Modelos de negocio: qué tipo de agencia de viajes puedes franquiciar
No existe una única franquicia de agencia de viajes, sino varios modelos con inversiones y perfiles muy distintos. La agencia a pie de calle es la más tradicional: un local con escaparate en zona de paso, ideal para captar clientes que valoran el trato presencial y el asesoramiento. Requiere más inversión (local, reforma, personal), pero aporta visibilidad de marca y confianza.
El modelo de agente de viajes desde casa u online ha crecido con fuerza: trabajas sin local físico, apoyándote en la tecnología y los acuerdos de la central, con una inversión mucho menor y horarios flexibles.

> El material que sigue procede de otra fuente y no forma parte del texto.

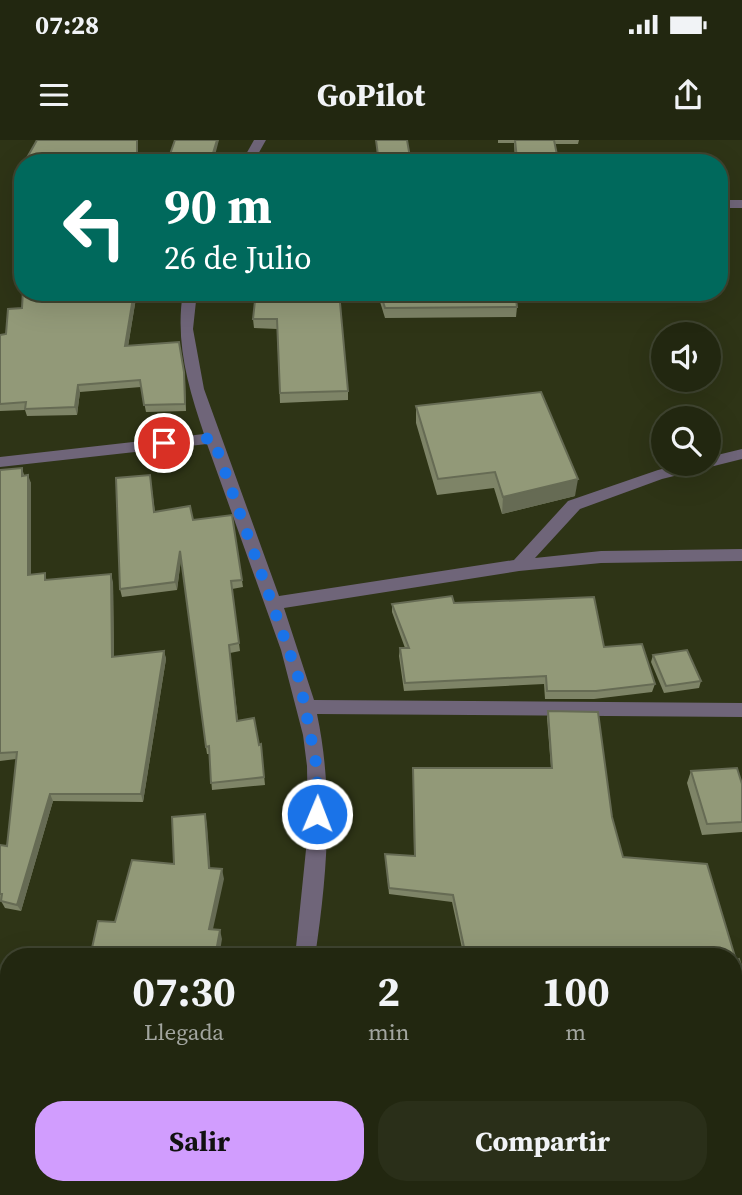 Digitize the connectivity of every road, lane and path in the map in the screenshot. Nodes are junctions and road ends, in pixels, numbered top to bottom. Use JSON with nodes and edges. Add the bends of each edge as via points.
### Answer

Es una vía interesante para autónomos que buscan un negocio de bajo coste de estructura.
Por último, las agencias especializadas en un nicho —lujo, cruceros, grandes viajes o business travel para empresas— apuestan por márgenes más altos y clientes menos sensibles al precio. Elegir bien el modelo es la primera decisión estratégica de tu inversión.
Cómo se gana dinero y qué aporta la central
El negocio de una agencia de viajes vive de las comisiones de turoperadores y mayoristas: cobras un porcentaje sobre cada paquete, vuelo, hotel o crucero que vendes. El atractivo está en el ticket alto —un viaje puede suponer varios miles de euros—, aunque los márgenes unitarios son ajustados y el volumen manda. A ello se suman ingresos por seguros de viaje, servicios adicionales y, en algunos casos, cuotas de gestión.
Aquí es donde la franquicia marca la diferencia frente a ir por libre. La central negocia acuerdos con los grandes mayoristas para conseguir comisiones más ventajosas que las que lograría una agencia independiente, aporta la tecnología de reservas y conexión a los GDS, gestiona las licencias necesarias, y te da marca, marketing y formación continua. En un sector donde la escala determina la rentabilidad, ese respaldo es a menudo la clave para que las cuentas cuadren. Descubre otras opciones rentables para comparar.
Inversión, perfil y riesgos que debes valorar
La inversión inicial varía enormemente según el modelo: un agente desde casa puede arrancar con un desembolso reducido, mientras que una agencia a pie de calle en zona céntrica exige más capital por el local y su acondicionamiento. Si tu presupuesto es limitado, revisa también las franquicias de poca inversión antes de decidir.
El perfil ideal combina orientación comercial, gusto por los viajes y capacidad de asesoramiento; no hace falta experiencia previa en el sector, porque la central forma, pero sí actitud de ventas. En cuanto a los riesgos, hay que ser realista: el negocio es estacional (picos en verano y puentes, valles en temporada baja), sufre la competencia de las plataformas online que venden directo, y trabaja con márgenes que obligan a cuidar el volumen y la fidelización. Entenderlos de antemano es lo que separa una inversión meditada de una decisión impulsiva.